§ Try it
Your task is to repeat the data exactly, every line of it.

(Saved entries)
--- START ---

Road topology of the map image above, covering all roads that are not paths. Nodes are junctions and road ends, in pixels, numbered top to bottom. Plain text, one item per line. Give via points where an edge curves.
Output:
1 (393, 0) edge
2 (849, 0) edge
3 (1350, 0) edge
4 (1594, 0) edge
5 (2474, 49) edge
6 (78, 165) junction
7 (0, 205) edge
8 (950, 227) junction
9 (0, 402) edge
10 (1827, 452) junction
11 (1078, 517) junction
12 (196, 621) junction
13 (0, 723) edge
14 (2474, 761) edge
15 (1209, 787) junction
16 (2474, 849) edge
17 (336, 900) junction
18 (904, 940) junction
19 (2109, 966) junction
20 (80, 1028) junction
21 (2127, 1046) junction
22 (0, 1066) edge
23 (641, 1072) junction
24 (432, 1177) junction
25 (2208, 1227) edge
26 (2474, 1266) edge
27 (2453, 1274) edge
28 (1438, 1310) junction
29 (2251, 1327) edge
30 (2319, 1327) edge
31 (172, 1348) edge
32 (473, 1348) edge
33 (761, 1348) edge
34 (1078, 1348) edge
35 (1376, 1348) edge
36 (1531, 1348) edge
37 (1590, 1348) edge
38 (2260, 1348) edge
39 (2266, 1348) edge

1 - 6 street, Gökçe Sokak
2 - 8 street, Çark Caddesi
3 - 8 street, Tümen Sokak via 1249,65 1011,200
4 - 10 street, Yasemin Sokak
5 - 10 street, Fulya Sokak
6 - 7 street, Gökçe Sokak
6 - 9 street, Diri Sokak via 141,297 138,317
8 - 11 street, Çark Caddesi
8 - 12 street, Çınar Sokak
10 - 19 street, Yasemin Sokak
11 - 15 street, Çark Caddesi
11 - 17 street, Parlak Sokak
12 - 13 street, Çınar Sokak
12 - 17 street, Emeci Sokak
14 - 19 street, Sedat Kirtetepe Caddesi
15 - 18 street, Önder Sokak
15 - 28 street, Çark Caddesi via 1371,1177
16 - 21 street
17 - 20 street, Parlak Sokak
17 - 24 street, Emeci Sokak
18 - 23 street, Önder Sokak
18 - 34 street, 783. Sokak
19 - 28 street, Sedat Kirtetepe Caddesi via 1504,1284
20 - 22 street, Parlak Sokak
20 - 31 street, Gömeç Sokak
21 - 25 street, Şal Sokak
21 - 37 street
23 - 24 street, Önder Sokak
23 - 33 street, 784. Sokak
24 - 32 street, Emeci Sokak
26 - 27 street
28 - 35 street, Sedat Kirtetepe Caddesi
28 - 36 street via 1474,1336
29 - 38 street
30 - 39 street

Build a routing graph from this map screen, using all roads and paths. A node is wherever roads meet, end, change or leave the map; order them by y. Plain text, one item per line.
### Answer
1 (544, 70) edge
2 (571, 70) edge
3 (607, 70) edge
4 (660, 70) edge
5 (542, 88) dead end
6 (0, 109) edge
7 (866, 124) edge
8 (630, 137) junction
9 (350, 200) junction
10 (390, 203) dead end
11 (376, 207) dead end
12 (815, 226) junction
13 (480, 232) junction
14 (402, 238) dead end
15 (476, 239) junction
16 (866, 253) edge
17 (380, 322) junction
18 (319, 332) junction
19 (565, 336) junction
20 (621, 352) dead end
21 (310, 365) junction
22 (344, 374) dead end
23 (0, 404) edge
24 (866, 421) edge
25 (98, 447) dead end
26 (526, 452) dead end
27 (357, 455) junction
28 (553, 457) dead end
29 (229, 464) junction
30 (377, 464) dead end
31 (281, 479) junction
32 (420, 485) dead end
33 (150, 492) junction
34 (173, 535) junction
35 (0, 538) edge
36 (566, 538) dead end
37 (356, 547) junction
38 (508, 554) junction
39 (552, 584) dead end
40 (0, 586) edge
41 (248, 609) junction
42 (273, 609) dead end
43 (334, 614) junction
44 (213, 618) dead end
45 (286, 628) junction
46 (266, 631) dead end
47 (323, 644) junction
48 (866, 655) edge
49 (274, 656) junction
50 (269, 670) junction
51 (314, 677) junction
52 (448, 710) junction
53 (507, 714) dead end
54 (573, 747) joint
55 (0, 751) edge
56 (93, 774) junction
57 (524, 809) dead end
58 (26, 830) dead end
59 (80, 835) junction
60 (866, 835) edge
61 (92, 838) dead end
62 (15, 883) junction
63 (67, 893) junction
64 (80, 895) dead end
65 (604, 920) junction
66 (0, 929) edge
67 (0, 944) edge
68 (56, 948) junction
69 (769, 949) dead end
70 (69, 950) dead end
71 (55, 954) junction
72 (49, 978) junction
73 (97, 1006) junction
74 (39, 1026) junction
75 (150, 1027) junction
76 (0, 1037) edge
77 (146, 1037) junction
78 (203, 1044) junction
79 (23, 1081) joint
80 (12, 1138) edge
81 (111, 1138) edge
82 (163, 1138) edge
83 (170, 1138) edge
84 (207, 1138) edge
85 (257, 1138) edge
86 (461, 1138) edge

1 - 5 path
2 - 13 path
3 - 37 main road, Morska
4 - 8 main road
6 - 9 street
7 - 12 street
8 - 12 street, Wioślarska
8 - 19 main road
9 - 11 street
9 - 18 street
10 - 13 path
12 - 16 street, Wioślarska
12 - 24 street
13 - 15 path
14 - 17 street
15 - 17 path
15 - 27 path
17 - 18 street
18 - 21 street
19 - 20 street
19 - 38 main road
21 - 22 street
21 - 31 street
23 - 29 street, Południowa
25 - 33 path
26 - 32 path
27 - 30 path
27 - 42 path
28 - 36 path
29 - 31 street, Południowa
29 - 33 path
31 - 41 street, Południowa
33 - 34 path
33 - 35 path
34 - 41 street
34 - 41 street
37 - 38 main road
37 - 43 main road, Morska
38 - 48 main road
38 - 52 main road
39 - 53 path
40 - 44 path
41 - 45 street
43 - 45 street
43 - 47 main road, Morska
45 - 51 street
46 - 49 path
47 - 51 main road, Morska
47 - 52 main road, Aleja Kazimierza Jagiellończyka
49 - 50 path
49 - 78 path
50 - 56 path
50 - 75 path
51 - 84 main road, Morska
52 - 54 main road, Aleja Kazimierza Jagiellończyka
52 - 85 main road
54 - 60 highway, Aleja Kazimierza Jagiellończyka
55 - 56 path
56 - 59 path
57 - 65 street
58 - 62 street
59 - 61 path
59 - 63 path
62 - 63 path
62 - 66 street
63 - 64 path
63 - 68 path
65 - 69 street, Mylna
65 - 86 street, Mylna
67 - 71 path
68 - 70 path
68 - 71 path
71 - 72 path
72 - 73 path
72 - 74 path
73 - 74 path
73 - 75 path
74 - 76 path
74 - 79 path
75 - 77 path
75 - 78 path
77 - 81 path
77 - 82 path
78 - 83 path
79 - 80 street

--- END ---

§ Written response
Road topology of the map image above, covering all roads that are not paths. Nodes are junctions and road ends, in pixels, numbered top to bottom. Plain text, one item per line. Give via points where an edge curves.
Output:
1 (393, 0) edge
2 (849, 0) edge
3 (1350, 0) edge
4 (1594, 0) edge
5 (2474, 49) edge
6 (78, 165) junction
7 (0, 205) edge
8 (950, 227) junction
9 (0, 402) edge
10 (1827, 452) junction
11 (1078, 517) junction
12 (196, 621) junction
13 (0, 723) edge
14 (2474, 761) edge
15 (1209, 787) junction
16 (2474, 849) edge
17 (336, 900) junction
18 (904, 940) junction
19 (2109, 966) junction
20 (80, 1028) junction
21 (2127, 1046) junction
22 (0, 1066) edge
23 (641, 1072) junction
24 (432, 1177) junction
25 (2208, 1227) edge
26 (2474, 1266) edge
27 (2453, 1274) edge
28 (1438, 1310) junction
29 (2251, 1327) edge
30 (2319, 1327) edge
31 (172, 1348) edge
32 (473, 1348) edge
33 (761, 1348) edge
34 (1078, 1348) edge
35 (1376, 1348) edge
36 (1531, 1348) edge
37 (1590, 1348) edge
38 (2260, 1348) edge
39 (2266, 1348) edge

1 - 6 street, Gökçe Sokak
2 - 8 street, Çark Caddesi
3 - 8 street, Tümen Sokak via 1249,65 1011,200
4 - 10 street, Yasemin Sokak
5 - 10 street, Fulya Sokak
6 - 7 street, Gökçe Sokak
6 - 9 street, Diri Sokak via 141,297 138,317
8 - 11 street, Çark Caddesi
8 - 12 street, Çınar Sokak
10 - 19 street, Yasemin Sokak
11 - 15 street, Çark Caddesi
11 - 17 street, Parlak Sokak
12 - 13 street, Çınar Sokak
12 - 17 street, Emeci Sokak
14 - 19 street, Sedat Kirtetepe Caddesi
15 - 18 street, Önder Sokak
15 - 28 street, Çark Caddesi via 1371,1177
16 - 21 street
17 - 20 street, Parlak Sokak
17 - 24 street, Emeci Sokak
18 - 23 street, Önder Sokak
18 - 34 street, 783. Sokak
19 - 28 street, Sedat Kirtetepe Caddesi via 1504,1284
20 - 22 street, Parlak Sokak
20 - 31 street, Gömeç Sokak
21 - 25 street, Şal Sokak
21 - 37 street
23 - 24 street, Önder Sokak
23 - 33 street, 784. Sokak
24 - 32 street, Emeci Sokak
26 - 27 street
28 - 35 street, Sedat Kirtetepe Caddesi
28 - 36 street via 1474,1336
29 - 38 street
30 - 39 street

Build a routing graph from this map screen, using all roads and paths. A node is wherever roads meet, end, change or leave the map; order them by y. Plain text, one item per line.
### Answer
1 (544, 70) edge
2 (571, 70) edge
3 (607, 70) edge
4 (660, 70) edge
5 (542, 88) dead end
6 (0, 109) edge
7 (866, 124) edge
8 (630, 137) junction
9 (350, 200) junction
10 (390, 203) dead end
11 (376, 207) dead end
12 (815, 226) junction
13 (480, 232) junction
14 (402, 238) dead end
15 (476, 239) junction
16 (866, 253) edge
17 (380, 322) junction
18 (319, 332) junction
19 (565, 336) junction
20 (621, 352) dead end
21 (310, 365) junction
22 (344, 374) dead end
23 (0, 404) edge
24 (866, 421) edge
25 (98, 447) dead end
26 (526, 452) dead end
27 (357, 455) junction
28 (553, 457) dead end
29 (229, 464) junction
30 (377, 464) dead end
31 (281, 479) junction
32 (420, 485) dead end
33 (150, 492) junction
34 (173, 535) junction
35 (0, 538) edge
36 (566, 538) dead end
37 (356, 547) junction
38 (508, 554) junction
39 (552, 584) dead end
40 (0, 586) edge
41 (248, 609) junction
42 (273, 609) dead end
43 (334, 614) junction
44 (213, 618) dead end
45 (286, 628) junction
46 (266, 631) dead end
47 (323, 644) junction
48 (866, 655) edge
49 (274, 656) junction
50 (269, 670) junction
51 (314, 677) junction
52 (448, 710) junction
53 (507, 714) dead end
54 (573, 747) joint
55 (0, 751) edge
56 (93, 774) junction
57 (524, 809) dead end
58 (26, 830) dead end
59 (80, 835) junction
60 (866, 835) edge
61 (92, 838) dead end
62 (15, 883) junction
63 (67, 893) junction
64 (80, 895) dead end
65 (604, 920) junction
66 (0, 929) edge
67 (0, 944) edge
68 (56, 948) junction
69 (769, 949) dead end
70 (69, 950) dead end
71 (55, 954) junction
72 (49, 978) junction
73 (97, 1006) junction
74 (39, 1026) junction
75 (150, 1027) junction
76 (0, 1037) edge
77 (146, 1037) junction
78 (203, 1044) junction
79 (23, 1081) joint
80 (12, 1138) edge
81 (111, 1138) edge
82 (163, 1138) edge
83 (170, 1138) edge
84 (207, 1138) edge
85 (257, 1138) edge
86 (461, 1138) edge

1 - 5 path
2 - 13 path
3 - 37 main road, Morska
4 - 8 main road
6 - 9 street
7 - 12 street
8 - 12 street, Wioślarska
8 - 19 main road
9 - 11 street
9 - 18 street
10 - 13 path
12 - 16 street, Wioślarska
12 - 24 street
13 - 15 path
14 - 17 street
15 - 17 path
15 - 27 path
17 - 18 street
18 - 21 street
19 - 20 street
19 - 38 main road
21 - 22 street
21 - 31 street
23 - 29 street, Południowa
25 - 33 path
26 - 32 path
27 - 30 path
27 - 42 path
28 - 36 path
29 - 31 street, Południowa
29 - 33 path
31 - 41 street, Południowa
33 - 34 path
33 - 35 path
34 - 41 street
34 - 41 street
37 - 38 main road
37 - 43 main road, Morska
38 - 48 main road
38 - 52 main road
39 - 53 path
40 - 44 path
41 - 45 street
43 - 45 street
43 - 47 main road, Morska
45 - 51 street
46 - 49 path
47 - 51 main road, Morska
47 - 52 main road, Aleja Kazimierza Jagiellończyka
49 - 50 path
49 - 78 path
50 - 56 path
50 - 75 path
51 - 84 main road, Morska
52 - 54 main road, Aleja Kazimierza Jagiellończyka
52 - 85 main road
54 - 60 highway, Aleja Kazimierza Jagiellończyka
55 - 56 path
56 - 59 path
57 - 65 street
58 - 62 street
59 - 61 path
59 - 63 path
62 - 63 path
62 - 66 street
63 - 64 path
63 - 68 path
65 - 69 street, Mylna
65 - 86 street, Mylna
67 - 71 path
68 - 70 path
68 - 71 path
71 - 72 path
72 - 73 path
72 - 74 path
73 - 74 path
73 - 75 path
74 - 76 path
74 - 79 path
75 - 77 path
75 - 78 path
77 - 81 path
77 - 82 path
78 - 83 path
79 - 80 street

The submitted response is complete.